Não obstante, é precisamente no seu aspecto celebratório e até fetichista que este volume pode contribuir de forma decisiva a um estudo contextual da produção desta obra, até mesmo na sua dimensão de materialidade, tão fulcral nos tempos que correm mesmo no seio da crítica textual. Como dissemos, o conjunto apresenta um envelope no interior do qual se encontram 22 documentos fac-similados: uma carta do punho de Hergé, datada de 1934, ainda com o logotipo da sua empresa de publicidade e ilustração; algumas folhas mostrando os primeiríssimos esboços ou estruturação das páginas de Tintim (o doutor Müller em várias posições, uma página de Voo 714 para Sydney, outra de l’Alph-Art); materiais promocionais variados (um poster exclusivo para bibliotecas de 1947, um postal de boas festas de 1954 enviado a um grupo selecto, cromos-anúncio); materiais de produção (um caderno de apontamentos de ideias, desenhos rápidos, pormenores a usar mais tarde, uma prancha com um teste de cor, a ilustração da capa de O Segredo do Licorne, uma prancha inédita de Tintin e os Pícaros, apresentando separadamente a prancha de cores, e acetatos com a linha a preto e o texto); e ainda fac-símiles das publicações originais de alguns dos títulos (a edição de le petit XXe de 10 de Janeiro de 1929 onde surgem Tintim e Milou pela primeira vez, a do primeiro número da revista belga Tintin, datada de 26 de Setembro de 1946, com a magnífica capa abrindo O Templo do Sol, com a paginação em formato italiano no interior, e ainda a primeiríssima página d’O segredo do Espadão, de Jacobs, um teaser em papel  de 1950 anunciando a publicação de On a marché sur la lune na revista Tintin).

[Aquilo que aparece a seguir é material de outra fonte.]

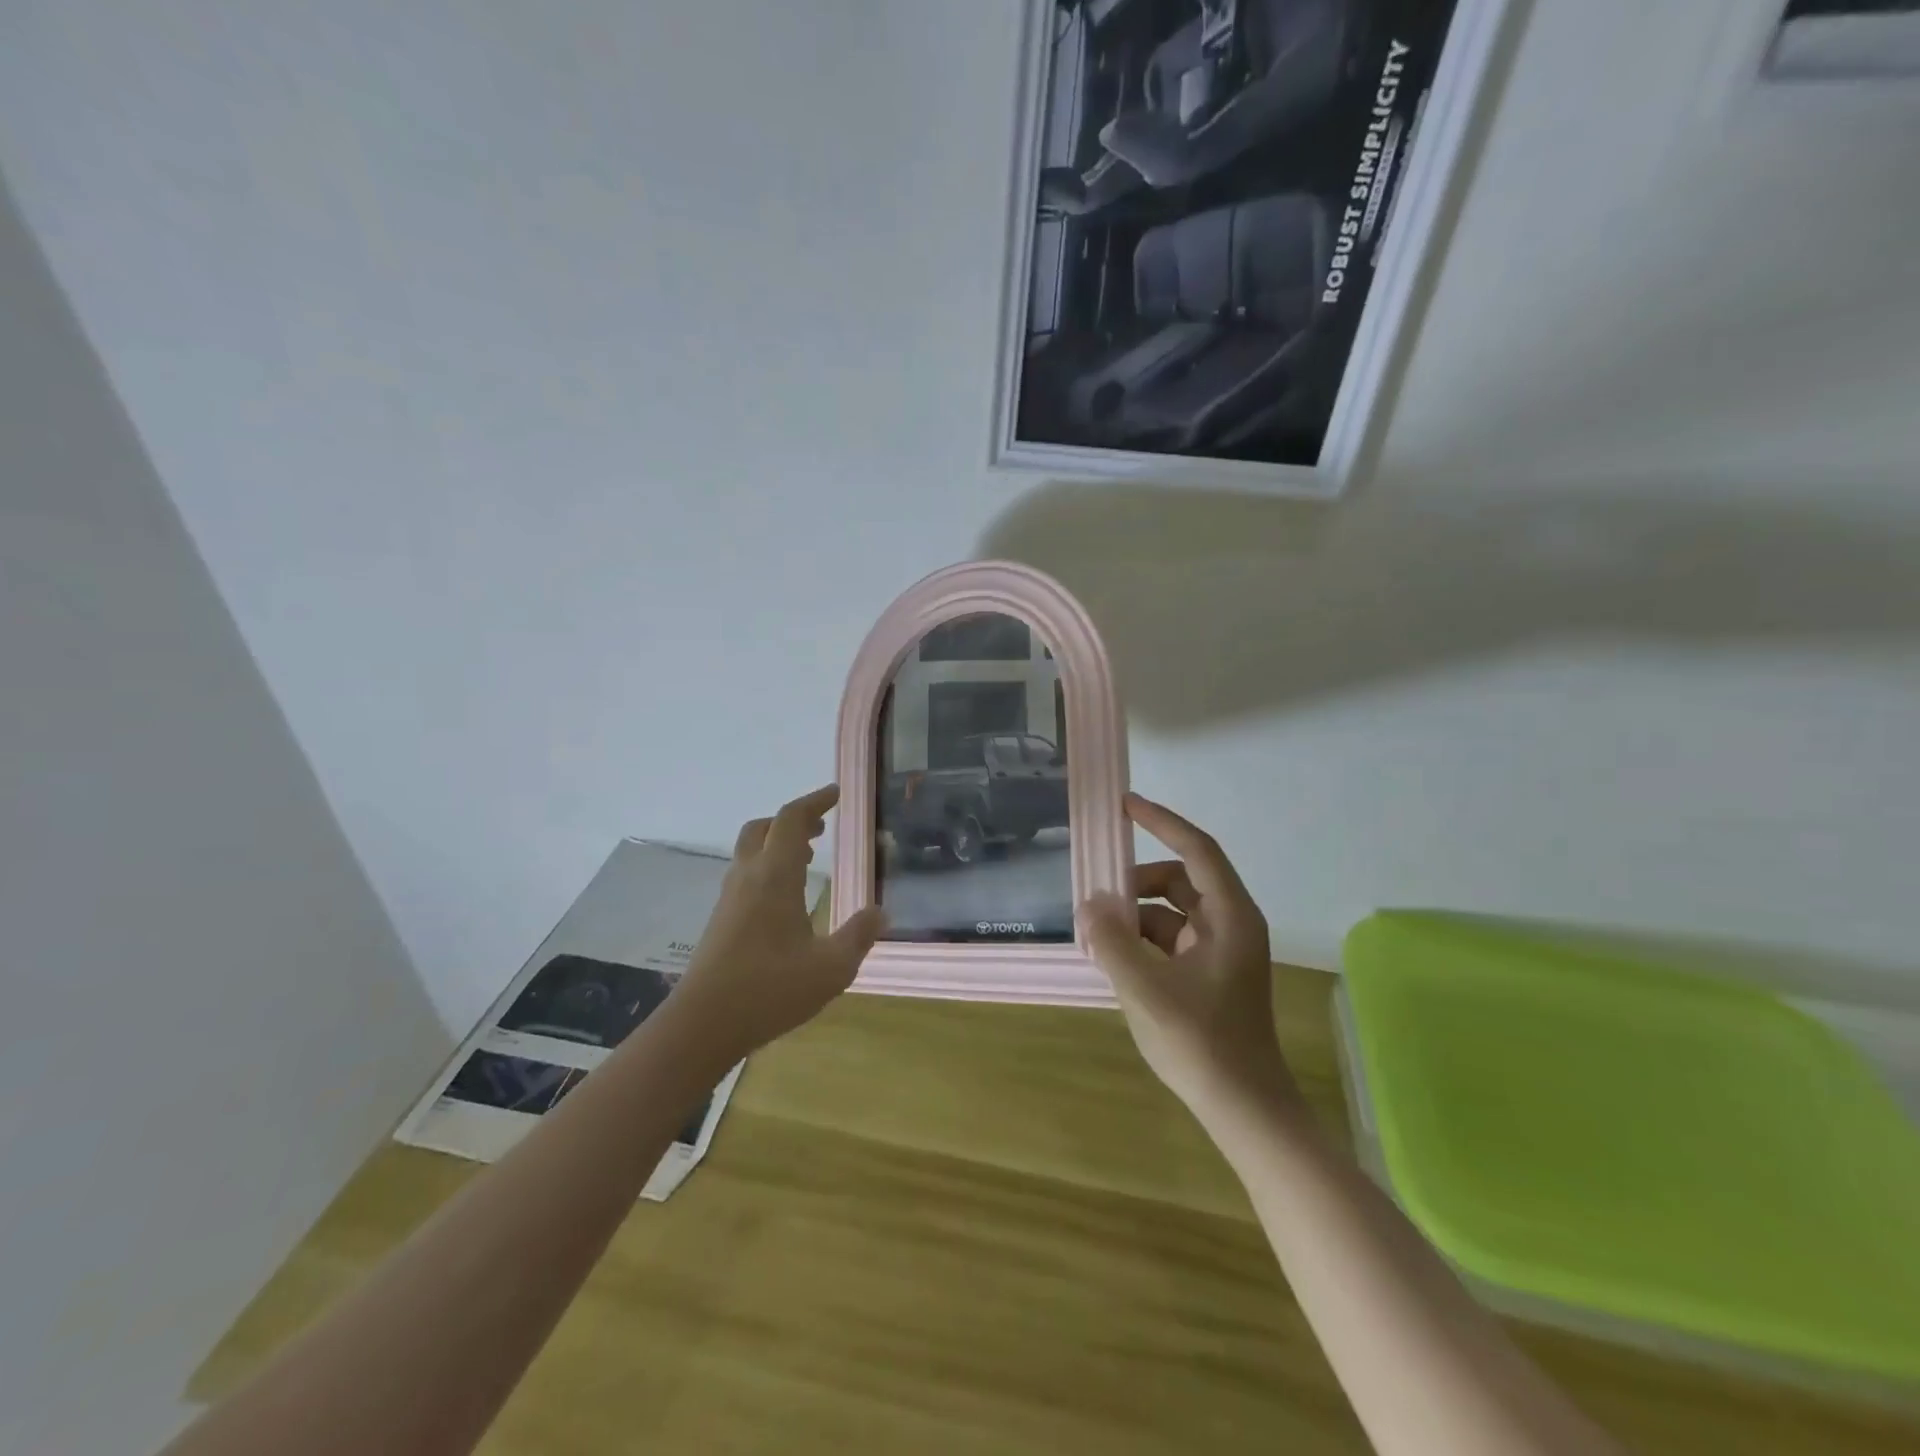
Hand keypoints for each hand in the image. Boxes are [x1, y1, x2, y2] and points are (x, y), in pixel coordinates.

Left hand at [668, 785, 886, 1065]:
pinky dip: (767, 867)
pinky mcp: (720, 920)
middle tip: (821, 830)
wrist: (702, 1025)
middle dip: (793, 821)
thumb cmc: (770, 990)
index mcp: (774, 876)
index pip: (791, 819)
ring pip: (750, 851)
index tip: (836, 794)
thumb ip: (859, 936)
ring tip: (807, 859)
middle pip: (764, 827)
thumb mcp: (831, 968)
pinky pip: (745, 875)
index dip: (815, 801)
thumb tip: (881, 912)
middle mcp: (748, 878)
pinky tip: (785, 898)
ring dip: (778, 844)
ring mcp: (729, 899)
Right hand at [1078, 792, 1298, 1122]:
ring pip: (1170, 911)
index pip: (1196, 849)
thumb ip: (1112, 941)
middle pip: (1179, 879)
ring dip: (1134, 915)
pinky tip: (1113, 960)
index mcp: (1230, 916)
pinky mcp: (1208, 974)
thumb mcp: (1146, 989)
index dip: (1162, 821)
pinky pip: (1169, 938)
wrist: (1244, 1109)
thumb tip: (1088, 907)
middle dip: (1136, 883)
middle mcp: (1230, 924)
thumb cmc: (1202, 1043)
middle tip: (1097, 899)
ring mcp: (1220, 950)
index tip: (1125, 804)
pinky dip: (1140, 940)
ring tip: (1097, 936)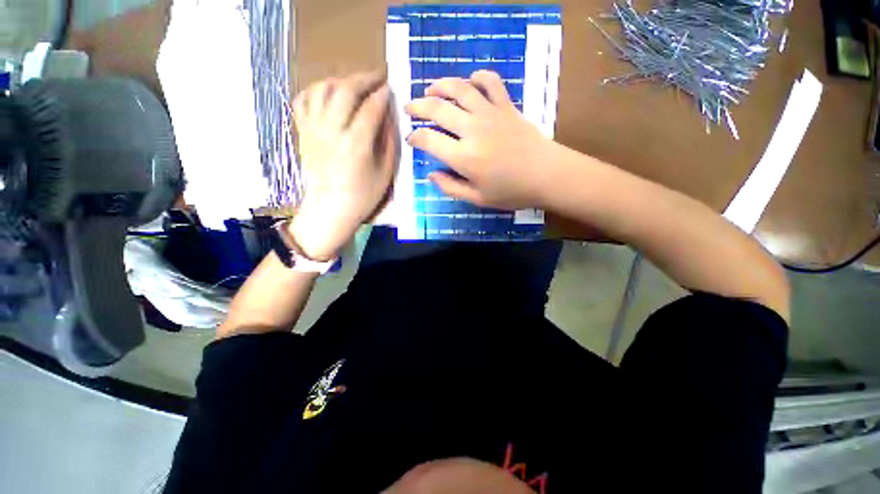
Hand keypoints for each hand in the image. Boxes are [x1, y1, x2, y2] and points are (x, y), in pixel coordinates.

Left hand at [289, 71, 396, 260]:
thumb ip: (388, 140)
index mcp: (357, 144)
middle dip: (364, 78)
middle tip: (377, 77)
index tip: (391, 88)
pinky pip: (304, 99)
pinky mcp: (303, 131)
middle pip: (346, 90)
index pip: (372, 108)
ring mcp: (314, 129)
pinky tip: (329, 93)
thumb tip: (389, 115)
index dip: (383, 95)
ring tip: (355, 84)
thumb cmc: (363, 195)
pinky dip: (317, 89)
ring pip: (323, 89)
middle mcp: (332, 130)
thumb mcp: (386, 172)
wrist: (330, 209)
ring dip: (342, 80)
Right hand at [404, 70, 560, 209]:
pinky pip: (490, 81)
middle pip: (438, 109)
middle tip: (410, 108)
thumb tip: (431, 174)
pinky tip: (471, 82)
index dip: (415, 138)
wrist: (547, 175)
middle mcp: (472, 130)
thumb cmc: (512, 192)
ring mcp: (490, 114)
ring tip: (430, 90)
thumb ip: (450, 187)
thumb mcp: (477, 199)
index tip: (411, 139)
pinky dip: (478, 77)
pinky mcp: (506, 106)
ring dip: (440, 86)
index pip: (428, 140)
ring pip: (459, 89)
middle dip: (418, 107)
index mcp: (464, 157)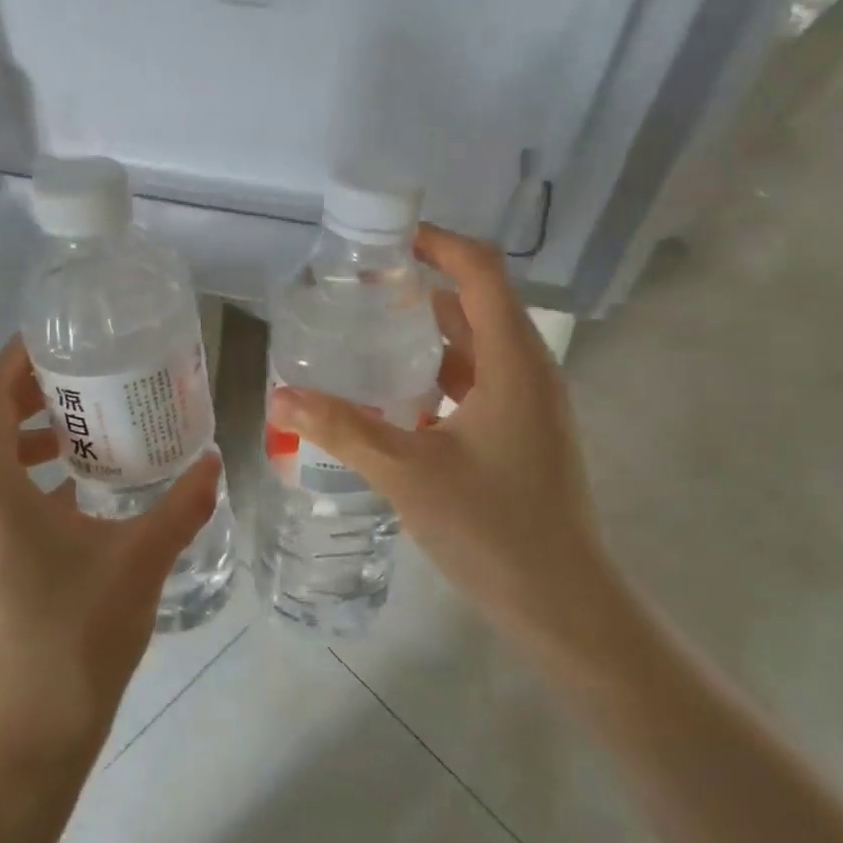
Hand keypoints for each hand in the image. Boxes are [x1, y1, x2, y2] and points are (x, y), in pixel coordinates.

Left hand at [0, 338, 219, 771]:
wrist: (30, 736)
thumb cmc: (76, 636)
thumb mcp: (140, 560)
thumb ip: (180, 504)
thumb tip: (214, 459)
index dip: (14, 359)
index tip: (61, 339)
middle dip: (22, 387)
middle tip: (81, 373)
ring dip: (23, 427)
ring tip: (84, 420)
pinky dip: (28, 467)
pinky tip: (82, 482)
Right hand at [269, 226, 614, 662]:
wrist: (563, 604)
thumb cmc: (494, 528)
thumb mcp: (409, 472)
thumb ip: (343, 429)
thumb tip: (280, 398)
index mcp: (514, 362)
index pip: (481, 271)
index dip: (438, 243)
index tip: (387, 238)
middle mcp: (529, 371)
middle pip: (477, 304)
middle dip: (422, 287)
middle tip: (361, 288)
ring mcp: (531, 405)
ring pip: (477, 347)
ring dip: (429, 334)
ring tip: (368, 333)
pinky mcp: (524, 434)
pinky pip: (478, 383)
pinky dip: (439, 375)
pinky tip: (394, 398)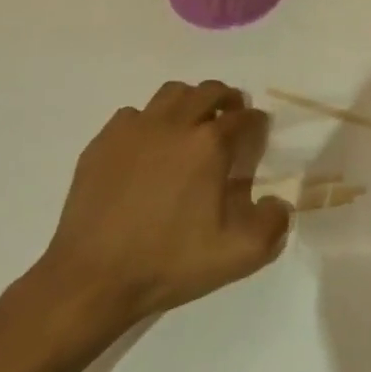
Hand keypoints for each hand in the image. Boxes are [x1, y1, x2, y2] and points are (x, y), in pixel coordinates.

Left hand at [31, 81, 290, 346]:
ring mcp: (134, 130)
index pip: (245, 117)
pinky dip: (149, 123)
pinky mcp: (102, 143)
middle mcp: (174, 124)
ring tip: (192, 128)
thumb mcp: (240, 254)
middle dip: (228, 102)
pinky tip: (149, 149)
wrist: (92, 280)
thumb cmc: (170, 263)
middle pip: (210, 91)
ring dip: (190, 104)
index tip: (257, 139)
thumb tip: (278, 202)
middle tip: (231, 123)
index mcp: (210, 144)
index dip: (257, 125)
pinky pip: (133, 116)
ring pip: (171, 94)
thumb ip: (273, 222)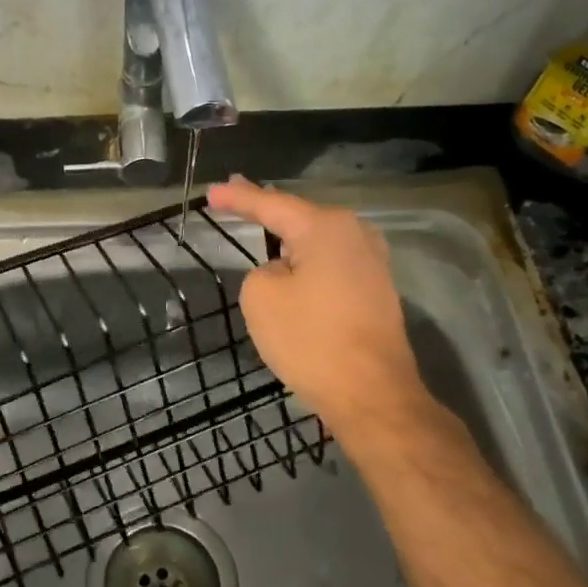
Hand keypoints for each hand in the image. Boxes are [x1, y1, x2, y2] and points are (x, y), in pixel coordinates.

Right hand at [207, 176, 435, 447]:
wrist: (371, 394)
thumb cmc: (311, 340)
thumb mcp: (261, 298)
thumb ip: (263, 270)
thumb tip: (286, 273)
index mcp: (326, 227)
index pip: (271, 204)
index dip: (238, 198)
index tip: (211, 192)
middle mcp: (356, 234)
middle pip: (300, 217)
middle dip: (267, 210)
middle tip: (235, 198)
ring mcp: (372, 263)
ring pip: (318, 242)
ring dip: (290, 238)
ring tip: (262, 226)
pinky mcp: (376, 291)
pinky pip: (331, 265)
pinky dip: (308, 262)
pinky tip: (294, 264)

Como se imagina, alguns destes objectos são enormes (os posters e as ilustrações das capas), outros mínimos (o postal, o cromo), outros do tamanho usual de manipulação (as publicações), mas o mais importante é a possibilidade que nos dão precisamente de os manipular nos seus formatos, tamanhos e até mesmo texturas diversas (os papéis de cada documento é bastante variado). Dado não ser possível manipular os documentos originais, esta é uma forma de nos aproximar dessa dimensão o mais possível e poderá ajudar, em muito, um estudo genético, editorial, contextual da edição-publicação de Les aventures de Tintin. Se seguramente este volume fará as maravilhas dos tintinófilos, não é de somenos importância num seu uso mais conduzido no que diz respeito à sua abordagem crítica, histórica, etc.

Inegavelmente, este livro continuará a contribuir para a mitificação não só da personagem como do seu autor. Em muitos aspectos, por exemplo, continua aqui (tal como nos livros-encómio do autor pela Moulinsart, tal como no museu, etc.) o “isolamento” de Hergé, o que poderá criar a ideia de que antes de Hergé era o deserto, e após ele o dilúvio. É um tremendo desserviço à história contextualizada e séria da banda desenhada (belga e não só), mas estas dimensões “arquivistas” são importantes na medida em que se materializam e, assim, passam a estar disponíveis a outros usos, guiados por outros princípios. Dar-lhes uso, portanto, é responsabilidade dos leitores-utilizadores.

Nota final : agradecimentos à editora, pela oferta do livro.